Obama Debt Commissioner Calls for a VAT and Its Correspondingly Crippling Effects
By Jeremy Weltmer
While Barack Obama ostensibly created the Simpson-Bowles debt commission to address the presently untenable fiscal condition of the US, the latent motivation recently emerged when Erskine Bowles, co-chair of the National Commission on Fiscal Responsibility and Reform, spoke in favor of a consumption tax in an address at the Department of Commerce on July 14th.
As opposed to confronting the US overspending problem through the logical and necessary spending cuts, the Obama solution remains to raise taxes and stunt the economy, and Bowles is in lockstep. While he proposes some spending cuts (he asserts that an ideal reform package should include 75 percent spending cuts and 25 percent revenue increases), he ignores the fact that deals to raise taxes and cut spending always result in higher taxes and new spending without fail. As Grover Norquist, President of Americans for Tax Reform once asserted in an interview with the Hill, “At some point conversations about unicorns are tedious, because they don't exist in the real world. Budget deals where they actually restrain spending and raise taxes are unicorns.”

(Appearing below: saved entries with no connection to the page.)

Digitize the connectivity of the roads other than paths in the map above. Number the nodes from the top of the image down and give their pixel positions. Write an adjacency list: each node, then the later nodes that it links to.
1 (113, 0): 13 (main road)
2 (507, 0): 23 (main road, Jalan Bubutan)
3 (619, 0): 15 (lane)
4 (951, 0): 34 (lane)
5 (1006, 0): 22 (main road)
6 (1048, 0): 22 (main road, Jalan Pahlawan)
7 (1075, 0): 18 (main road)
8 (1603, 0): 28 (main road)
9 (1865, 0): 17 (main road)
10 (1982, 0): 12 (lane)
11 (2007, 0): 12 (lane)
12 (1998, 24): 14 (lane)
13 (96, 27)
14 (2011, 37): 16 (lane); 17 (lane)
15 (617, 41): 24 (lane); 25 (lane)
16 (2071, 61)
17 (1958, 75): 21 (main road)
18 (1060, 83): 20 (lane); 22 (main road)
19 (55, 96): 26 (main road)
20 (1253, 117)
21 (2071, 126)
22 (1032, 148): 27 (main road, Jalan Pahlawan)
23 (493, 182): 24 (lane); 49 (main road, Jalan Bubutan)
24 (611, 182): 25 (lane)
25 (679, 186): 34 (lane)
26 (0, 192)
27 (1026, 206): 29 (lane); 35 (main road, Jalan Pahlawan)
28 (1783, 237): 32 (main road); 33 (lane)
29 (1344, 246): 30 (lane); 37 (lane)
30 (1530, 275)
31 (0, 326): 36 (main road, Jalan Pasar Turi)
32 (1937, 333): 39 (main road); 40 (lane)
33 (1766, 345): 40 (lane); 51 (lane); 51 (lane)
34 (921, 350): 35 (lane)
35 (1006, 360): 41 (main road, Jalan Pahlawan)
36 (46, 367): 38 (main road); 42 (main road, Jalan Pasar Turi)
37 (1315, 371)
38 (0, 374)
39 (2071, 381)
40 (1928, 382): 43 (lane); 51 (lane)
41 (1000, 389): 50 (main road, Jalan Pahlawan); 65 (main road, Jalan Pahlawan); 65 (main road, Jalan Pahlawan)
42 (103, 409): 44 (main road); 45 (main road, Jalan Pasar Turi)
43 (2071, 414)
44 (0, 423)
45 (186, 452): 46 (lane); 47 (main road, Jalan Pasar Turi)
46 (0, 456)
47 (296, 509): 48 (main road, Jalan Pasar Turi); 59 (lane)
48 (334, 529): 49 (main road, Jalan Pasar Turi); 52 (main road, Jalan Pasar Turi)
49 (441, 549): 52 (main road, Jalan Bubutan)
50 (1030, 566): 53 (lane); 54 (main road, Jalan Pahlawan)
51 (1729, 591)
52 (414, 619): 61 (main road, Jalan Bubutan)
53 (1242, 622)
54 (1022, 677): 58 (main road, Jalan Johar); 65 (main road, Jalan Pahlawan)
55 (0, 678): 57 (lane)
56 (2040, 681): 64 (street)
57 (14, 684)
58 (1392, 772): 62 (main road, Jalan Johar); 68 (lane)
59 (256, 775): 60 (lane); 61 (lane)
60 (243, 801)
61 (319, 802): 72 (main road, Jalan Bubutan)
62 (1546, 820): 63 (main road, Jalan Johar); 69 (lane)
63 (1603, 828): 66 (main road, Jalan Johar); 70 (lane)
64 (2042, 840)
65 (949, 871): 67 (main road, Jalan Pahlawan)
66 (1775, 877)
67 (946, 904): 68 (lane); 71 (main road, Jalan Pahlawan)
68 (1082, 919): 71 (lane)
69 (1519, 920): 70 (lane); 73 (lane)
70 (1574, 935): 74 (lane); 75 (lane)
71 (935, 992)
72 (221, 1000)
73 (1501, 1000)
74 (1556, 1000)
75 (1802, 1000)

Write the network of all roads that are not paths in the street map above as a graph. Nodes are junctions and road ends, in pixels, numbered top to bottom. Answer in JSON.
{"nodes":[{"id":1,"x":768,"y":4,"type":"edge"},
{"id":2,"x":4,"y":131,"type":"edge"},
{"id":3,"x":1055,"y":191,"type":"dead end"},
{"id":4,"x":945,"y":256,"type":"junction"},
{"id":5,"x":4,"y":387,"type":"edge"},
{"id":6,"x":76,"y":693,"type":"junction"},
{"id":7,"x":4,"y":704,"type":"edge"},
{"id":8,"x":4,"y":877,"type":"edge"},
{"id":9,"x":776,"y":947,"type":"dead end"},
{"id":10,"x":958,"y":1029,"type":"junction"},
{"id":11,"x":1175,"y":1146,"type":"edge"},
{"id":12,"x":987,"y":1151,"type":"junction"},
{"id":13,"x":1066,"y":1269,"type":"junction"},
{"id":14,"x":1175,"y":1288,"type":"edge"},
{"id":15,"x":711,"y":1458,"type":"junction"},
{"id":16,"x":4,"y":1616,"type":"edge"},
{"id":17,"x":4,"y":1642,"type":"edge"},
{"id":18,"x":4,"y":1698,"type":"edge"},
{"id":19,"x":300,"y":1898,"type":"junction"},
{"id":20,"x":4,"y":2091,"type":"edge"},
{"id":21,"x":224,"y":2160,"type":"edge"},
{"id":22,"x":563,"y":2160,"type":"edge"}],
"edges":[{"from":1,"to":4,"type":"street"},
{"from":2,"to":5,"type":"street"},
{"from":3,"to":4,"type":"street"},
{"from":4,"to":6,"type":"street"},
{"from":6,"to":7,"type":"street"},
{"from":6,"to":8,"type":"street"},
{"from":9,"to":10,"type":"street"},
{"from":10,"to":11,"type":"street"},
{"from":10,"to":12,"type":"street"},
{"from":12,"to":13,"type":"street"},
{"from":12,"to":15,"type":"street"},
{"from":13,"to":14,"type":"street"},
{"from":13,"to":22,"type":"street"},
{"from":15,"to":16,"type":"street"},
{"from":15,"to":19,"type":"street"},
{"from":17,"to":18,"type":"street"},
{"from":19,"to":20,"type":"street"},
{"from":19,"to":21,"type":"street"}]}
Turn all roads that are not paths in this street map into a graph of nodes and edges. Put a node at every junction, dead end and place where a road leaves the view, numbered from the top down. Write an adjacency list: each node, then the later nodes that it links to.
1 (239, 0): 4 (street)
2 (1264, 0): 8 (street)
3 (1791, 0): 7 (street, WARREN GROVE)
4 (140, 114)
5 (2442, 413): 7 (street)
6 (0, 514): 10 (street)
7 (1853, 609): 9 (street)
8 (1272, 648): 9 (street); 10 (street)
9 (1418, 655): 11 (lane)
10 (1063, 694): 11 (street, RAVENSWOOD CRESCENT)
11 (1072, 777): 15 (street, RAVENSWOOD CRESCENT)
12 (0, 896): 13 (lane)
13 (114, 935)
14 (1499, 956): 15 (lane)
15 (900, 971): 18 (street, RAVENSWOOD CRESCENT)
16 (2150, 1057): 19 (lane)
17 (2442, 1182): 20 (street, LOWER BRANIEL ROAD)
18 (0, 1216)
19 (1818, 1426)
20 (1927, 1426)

Yet to pay for his fantasy of a budget deal, Bowles advocated a “broad-based consumption tax” without giving further details, but his leanings leave little to the imagination. He has called for lower income taxes and a consumption tax, and to both cut income taxes and also raise more to pay for overspending indicates his desire for a VAT.
Over the past several months,
Pelosi, Reid, and the White House have refused to take the VAT off the table, and the White House has already run the numbers on such a proposal. A VAT taxes production at every step, which leads to an utter lack of transparency that allows lawmakers to raise the rate quietly as consumers never see the cost of the tax. This very phenomenon
occurred in Europe after the establishment of a VAT; while the VAT rate started at 5 percent, it now exceeds 20 percent, and income tax rates have not declined.
The report from the Simpson-Bowles commission conveniently comes out on December 1st, just after midterm elections, and Congressional leaders have promised to put the commission's recommendation to an up-or-down vote if 14 out of the 18 commissioners can reach a consensus on a proposal. While Bowles said that "getting 14 [commissioners] to agree is going to be hard," the administration selected the members of the commission carefully, and this offers a backdoor through which Obama and his ilk could slip tax policies that will punish American taxpayers and corporations for generations to come.